» **TASK ITEM**:
Within the data, how many lines hold the word "Alfred"? Answer with nothing but the number.
--
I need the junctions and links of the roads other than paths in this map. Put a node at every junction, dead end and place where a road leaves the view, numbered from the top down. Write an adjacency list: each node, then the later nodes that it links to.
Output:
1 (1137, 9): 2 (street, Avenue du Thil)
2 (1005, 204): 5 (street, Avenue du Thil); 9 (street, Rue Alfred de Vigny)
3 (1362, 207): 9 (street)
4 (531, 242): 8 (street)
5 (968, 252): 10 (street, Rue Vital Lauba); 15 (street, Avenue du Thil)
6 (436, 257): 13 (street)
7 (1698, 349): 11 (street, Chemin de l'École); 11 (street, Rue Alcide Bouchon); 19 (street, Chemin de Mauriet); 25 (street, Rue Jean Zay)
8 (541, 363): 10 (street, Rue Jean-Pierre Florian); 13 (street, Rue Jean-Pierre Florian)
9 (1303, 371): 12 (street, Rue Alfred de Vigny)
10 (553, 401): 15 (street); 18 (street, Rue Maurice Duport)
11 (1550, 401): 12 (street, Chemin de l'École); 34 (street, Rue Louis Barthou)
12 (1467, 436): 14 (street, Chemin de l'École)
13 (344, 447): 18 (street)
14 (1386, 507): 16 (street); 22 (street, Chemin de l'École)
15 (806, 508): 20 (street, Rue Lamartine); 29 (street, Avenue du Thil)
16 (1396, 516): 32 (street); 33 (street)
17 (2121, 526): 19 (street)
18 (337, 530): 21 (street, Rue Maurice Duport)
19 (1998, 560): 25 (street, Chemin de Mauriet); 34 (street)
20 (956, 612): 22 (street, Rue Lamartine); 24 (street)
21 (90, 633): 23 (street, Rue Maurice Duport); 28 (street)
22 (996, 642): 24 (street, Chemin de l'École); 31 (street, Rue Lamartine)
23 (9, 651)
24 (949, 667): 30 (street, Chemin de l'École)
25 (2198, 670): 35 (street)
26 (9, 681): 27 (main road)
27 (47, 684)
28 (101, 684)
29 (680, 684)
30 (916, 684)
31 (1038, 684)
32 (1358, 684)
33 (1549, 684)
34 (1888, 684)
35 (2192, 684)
--
» **RESPONSE TO THIS EXERCISE**:
2